Work required:
Lines that include "this" make up the answer; copy all of them from the data below.

Data entries:
--
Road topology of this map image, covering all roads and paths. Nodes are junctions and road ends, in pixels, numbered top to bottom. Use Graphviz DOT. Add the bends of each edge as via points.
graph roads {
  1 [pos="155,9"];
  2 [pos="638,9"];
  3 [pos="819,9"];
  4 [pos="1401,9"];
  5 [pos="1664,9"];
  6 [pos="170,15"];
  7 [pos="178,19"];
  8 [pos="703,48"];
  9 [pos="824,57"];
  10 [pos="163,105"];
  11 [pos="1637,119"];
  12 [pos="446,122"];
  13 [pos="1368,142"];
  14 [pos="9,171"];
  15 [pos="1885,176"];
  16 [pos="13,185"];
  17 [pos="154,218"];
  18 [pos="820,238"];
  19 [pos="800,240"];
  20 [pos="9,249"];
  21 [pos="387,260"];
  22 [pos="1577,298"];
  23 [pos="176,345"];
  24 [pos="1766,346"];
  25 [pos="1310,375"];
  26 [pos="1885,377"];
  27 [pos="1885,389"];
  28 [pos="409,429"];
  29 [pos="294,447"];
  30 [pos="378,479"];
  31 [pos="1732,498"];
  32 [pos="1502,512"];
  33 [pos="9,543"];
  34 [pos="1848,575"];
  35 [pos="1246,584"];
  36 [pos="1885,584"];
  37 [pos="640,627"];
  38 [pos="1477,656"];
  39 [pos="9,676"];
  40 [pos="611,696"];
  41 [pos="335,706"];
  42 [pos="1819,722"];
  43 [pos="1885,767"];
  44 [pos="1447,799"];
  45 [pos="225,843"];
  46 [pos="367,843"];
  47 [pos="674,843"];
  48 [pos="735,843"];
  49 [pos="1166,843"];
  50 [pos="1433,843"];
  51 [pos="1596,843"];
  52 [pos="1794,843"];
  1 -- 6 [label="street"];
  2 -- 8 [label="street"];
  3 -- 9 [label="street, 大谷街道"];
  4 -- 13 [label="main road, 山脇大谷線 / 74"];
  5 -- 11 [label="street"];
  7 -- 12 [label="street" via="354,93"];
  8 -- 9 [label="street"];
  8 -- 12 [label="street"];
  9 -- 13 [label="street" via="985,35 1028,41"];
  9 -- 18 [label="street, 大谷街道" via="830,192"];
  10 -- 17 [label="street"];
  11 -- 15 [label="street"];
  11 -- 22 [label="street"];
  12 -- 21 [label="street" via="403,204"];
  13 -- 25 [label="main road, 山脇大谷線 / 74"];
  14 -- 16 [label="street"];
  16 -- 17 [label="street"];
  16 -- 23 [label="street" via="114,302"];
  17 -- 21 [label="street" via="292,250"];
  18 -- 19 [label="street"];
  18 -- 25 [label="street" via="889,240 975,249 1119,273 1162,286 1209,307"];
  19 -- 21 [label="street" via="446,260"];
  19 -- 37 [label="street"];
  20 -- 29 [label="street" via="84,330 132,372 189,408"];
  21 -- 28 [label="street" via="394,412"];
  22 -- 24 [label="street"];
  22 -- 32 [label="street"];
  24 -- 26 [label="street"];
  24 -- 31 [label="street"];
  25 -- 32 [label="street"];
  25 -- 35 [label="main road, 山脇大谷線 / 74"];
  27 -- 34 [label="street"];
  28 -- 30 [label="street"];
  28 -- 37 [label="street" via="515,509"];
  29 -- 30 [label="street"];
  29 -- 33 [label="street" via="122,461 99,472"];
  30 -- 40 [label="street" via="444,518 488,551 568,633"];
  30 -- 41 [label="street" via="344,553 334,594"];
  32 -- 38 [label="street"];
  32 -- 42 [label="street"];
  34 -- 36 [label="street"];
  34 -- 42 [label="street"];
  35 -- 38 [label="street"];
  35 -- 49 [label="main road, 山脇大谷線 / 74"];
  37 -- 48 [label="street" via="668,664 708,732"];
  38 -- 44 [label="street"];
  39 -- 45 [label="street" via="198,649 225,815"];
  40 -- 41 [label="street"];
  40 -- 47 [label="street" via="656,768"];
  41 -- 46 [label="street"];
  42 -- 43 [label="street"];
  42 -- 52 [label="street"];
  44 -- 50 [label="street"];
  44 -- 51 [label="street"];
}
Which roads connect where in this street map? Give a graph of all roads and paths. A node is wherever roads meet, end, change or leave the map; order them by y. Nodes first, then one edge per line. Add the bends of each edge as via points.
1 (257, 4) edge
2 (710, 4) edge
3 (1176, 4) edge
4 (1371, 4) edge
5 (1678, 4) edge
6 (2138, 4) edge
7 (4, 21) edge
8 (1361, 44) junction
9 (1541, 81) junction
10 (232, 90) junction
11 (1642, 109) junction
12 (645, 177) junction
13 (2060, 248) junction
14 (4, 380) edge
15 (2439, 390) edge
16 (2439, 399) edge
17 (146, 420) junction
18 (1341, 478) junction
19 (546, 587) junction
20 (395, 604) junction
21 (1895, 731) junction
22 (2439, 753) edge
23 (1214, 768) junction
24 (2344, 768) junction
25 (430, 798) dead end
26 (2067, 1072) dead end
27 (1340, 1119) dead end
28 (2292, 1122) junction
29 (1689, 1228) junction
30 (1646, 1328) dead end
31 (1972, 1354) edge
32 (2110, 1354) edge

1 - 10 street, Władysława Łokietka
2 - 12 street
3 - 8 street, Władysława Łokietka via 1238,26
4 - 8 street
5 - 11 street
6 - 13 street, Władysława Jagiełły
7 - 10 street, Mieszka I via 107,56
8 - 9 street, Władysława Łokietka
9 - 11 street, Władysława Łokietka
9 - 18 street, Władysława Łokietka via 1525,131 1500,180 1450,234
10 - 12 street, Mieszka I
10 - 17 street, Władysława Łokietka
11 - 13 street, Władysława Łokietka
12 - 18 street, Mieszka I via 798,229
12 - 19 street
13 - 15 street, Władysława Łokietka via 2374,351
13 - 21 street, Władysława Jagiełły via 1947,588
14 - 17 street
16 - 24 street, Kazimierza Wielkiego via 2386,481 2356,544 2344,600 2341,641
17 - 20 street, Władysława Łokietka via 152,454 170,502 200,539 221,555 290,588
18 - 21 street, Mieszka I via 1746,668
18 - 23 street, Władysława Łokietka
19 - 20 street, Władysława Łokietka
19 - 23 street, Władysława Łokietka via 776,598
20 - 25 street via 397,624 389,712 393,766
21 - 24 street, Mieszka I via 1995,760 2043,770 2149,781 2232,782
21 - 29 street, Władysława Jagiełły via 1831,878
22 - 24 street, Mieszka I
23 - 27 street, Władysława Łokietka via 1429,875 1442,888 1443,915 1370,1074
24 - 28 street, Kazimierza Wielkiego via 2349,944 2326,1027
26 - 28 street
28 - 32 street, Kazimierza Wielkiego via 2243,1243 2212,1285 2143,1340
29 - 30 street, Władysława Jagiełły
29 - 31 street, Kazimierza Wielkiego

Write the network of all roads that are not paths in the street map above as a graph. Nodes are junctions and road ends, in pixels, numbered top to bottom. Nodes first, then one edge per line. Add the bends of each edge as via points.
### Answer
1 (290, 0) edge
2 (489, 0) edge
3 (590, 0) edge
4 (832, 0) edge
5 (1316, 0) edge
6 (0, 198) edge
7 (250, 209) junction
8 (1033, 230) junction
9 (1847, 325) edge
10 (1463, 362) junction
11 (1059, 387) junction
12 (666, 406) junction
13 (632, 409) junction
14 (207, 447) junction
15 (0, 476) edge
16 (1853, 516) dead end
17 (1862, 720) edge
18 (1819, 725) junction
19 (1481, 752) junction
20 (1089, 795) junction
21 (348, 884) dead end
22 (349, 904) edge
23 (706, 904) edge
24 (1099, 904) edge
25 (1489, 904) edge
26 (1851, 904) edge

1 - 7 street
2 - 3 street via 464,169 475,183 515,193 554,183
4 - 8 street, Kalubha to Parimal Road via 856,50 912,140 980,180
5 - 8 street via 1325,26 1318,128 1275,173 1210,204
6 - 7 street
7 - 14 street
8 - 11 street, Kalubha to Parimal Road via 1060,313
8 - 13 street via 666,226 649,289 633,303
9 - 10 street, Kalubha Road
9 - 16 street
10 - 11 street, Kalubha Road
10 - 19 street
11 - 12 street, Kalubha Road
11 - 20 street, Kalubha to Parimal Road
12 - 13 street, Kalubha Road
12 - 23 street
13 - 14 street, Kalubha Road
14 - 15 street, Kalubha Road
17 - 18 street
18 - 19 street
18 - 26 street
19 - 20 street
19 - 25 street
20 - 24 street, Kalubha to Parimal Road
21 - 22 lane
--
Problem solution:
Road topology of this map image, covering all roads and paths. Nodes are junctions and road ends, in pixels, numbered top to bottom. Use Graphviz DOT. Add the bends of each edge as via points.
Which roads connect where in this street map? Give a graph of all roads and paths. A node is wherever roads meet, end, change or leave the map; order them by y. Nodes first, then one edge per line. Add the bends of each edge as via points.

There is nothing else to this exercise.